Aus Fehlern lernt man ja bekanntlich.  

Also wenn du einen Referenz 27" Gaming IPS-Monitor willst, dann wäre wieder mal ein LG mit 2560x1440p die Empfehlung. 

PRAD | Test Monitor LG Flatron 27EA83-D

Zitat:
_Die Bewegtbilddarstellung kann wiederum überzeugen: Trotz der Beschleunigung via Overdrive bleiben Artefakte aus, die Latenzzeit ist gering. _

Der Monitor kostet allerdings auch sein Geld, bietet dafür aber eine echt super Leistung. 
LG Electronics Flatron 27EA83-D, 27" Preisvergleich | Geizhals Deutschland

Mit dem von dir genannten LG IPS277L machst du eigentlich auch nichts falsch. Er bietet in allen Bereichen eine gute Leistung. Allerdings hat er nur eine FullHD Auflösung. 
PRAD | Test Monitor LG Flatron IPS277L-BN

Alternative wäre ein 23" Eizo:
Eizo Foris FS2333 schwarz, 23" (FS2333-BK) Preisvergleich | Geizhals Deutschland
PRAD | Test Monitor Eizo Foris FS2333-BK

Eine Einschätzung zum Asus MX279H hat dir ja Herbststurm bereits gegeben.


----------



## Leitwolf200 (4. Dezember 2013)

Hey
Erstma THX für Antworten.
Also jetzt will ich mich zwischen den 2 entscheiden LG IPS277L oder den BenQ.
Kann einer noch was zu den LG sagen ob er schliert wär dann nen NoGo wenn das sehr stark wär.
Der  LG 27EA73LM-P hatte auf jedenfall keine Schlieren.
Und 23" kommt net in frage 27" ist schon Nice zum Gamen
und 300Euro ist wie gesagt mein max.Budget 600 will ich da nun net ausgeben.


----------



## Painkiller (5. Dezember 2013)

> Kann einer noch was zu den LG sagen ob er schliert wär dann nen NoGo wenn das sehr stark wär.

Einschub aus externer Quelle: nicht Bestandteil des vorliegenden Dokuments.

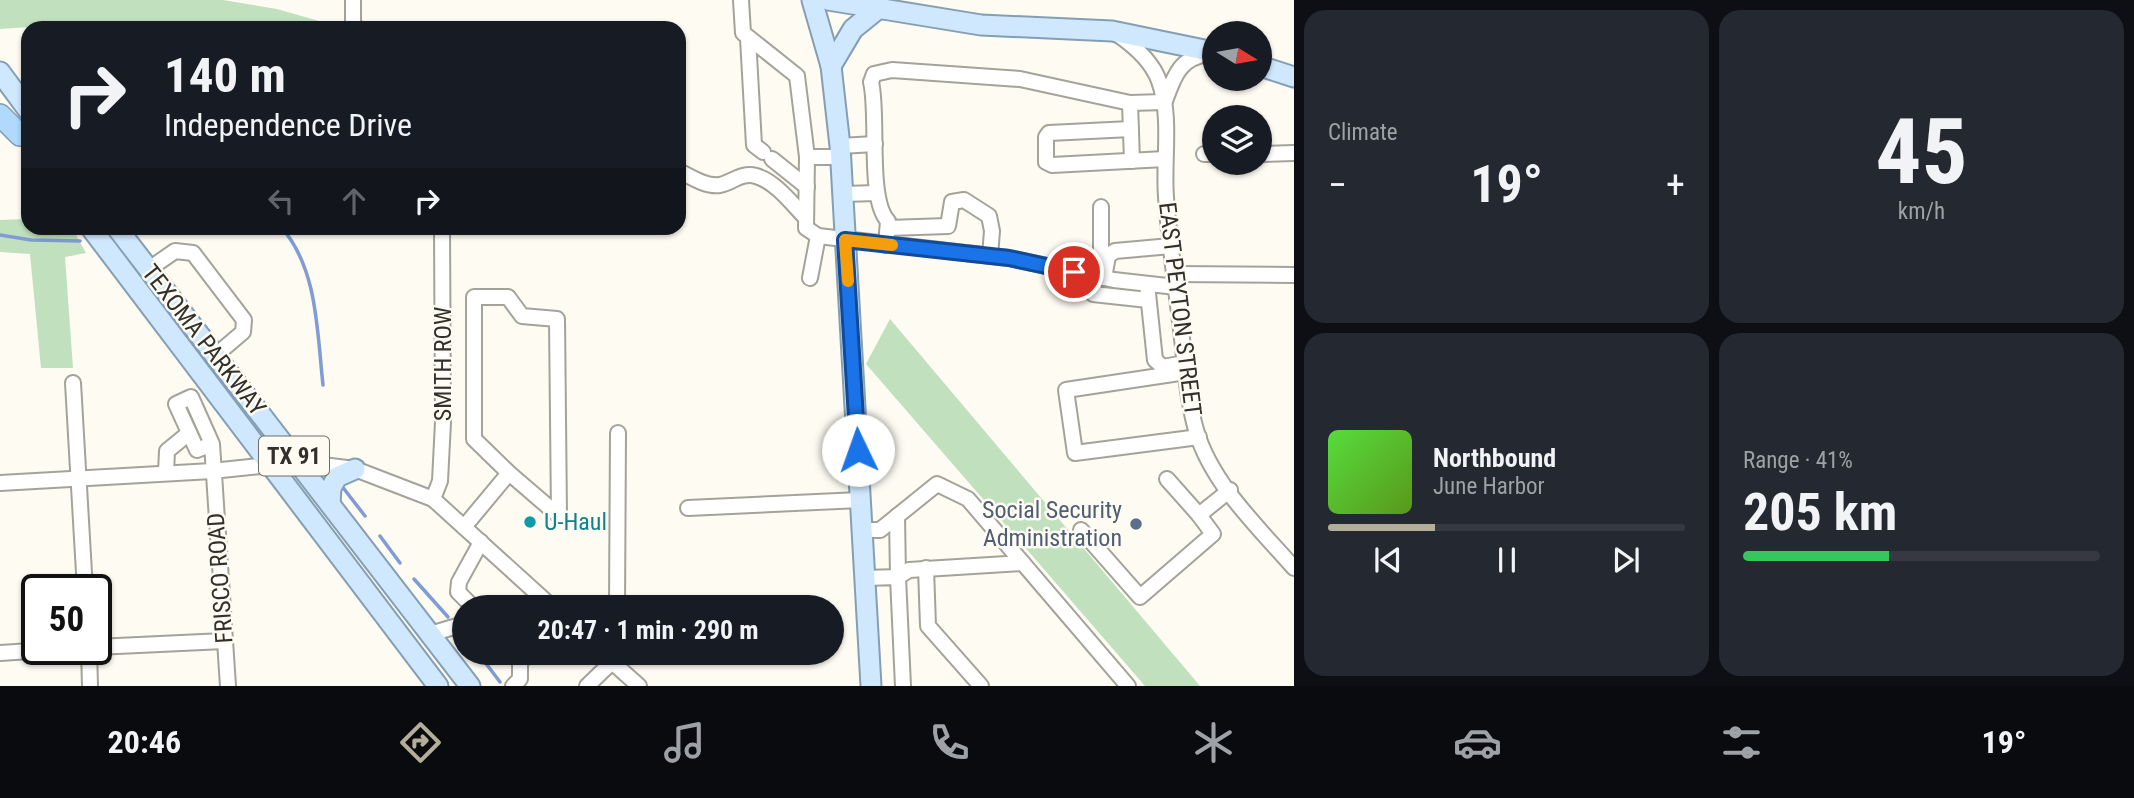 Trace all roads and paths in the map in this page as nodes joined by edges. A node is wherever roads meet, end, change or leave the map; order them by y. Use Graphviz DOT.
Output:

Extreme Schlierenbildung wäre mir nicht bekannt.


----------



## Leitwolf200 (5. Dezember 2013)

<<Painkiller>> schrieb:


> Extreme Schlierenbildung wäre mir nicht bekannt.


 
Ok.
Jetzt mal noch für mich wichtige Frage.
Der oben genannte LG hatte ja diesen high-resolution mode dafür aber keine andere Schärfe Einstellung.
Das hat der IPS277L ja nicht dafür aber ne Schärfe Änderung in 10Stufen.
Jetzt ist meine Frage ist das denn das selbe?
Ich weis von den LG das der high-resolution mode schon gut was gebracht hat in Games was die Details und Schärfe anging auf hoch gabs natürlich ne Überschärfe.
Ist das jetzt nur wieder so "Marketing" und die schärfe änderung heist dann halt high-resolution mode oder ist so ein Ergebniss mit ner normalen Schärfe Einstellung nicht möglich?
Das wär für mich wie gesagt noch sehr wichtig ich hoffe das mir das noch einer Erklären kann.
Mein Eng. ist da nicht so toll und was Deutschen hab ich leider nicht gefunden.


----------



## Painkiller (5. Dezember 2013)

High Resolution Mode? Hast du da einen Link für mich?


----------



## Westcoast (5. Dezember 2013)

ich würde zu diesem greifen: Eizo Foris FS2333 schwarz, 23" (FS2333-BK) Preisvergleich | Geizhals Deutschland

schnell und tolle farben.


----------



## Leitwolf200 (5. Dezember 2013)

Ok heist doch bissel anders verwechsel ich immer aber die Frage bleibt natürlich gleich.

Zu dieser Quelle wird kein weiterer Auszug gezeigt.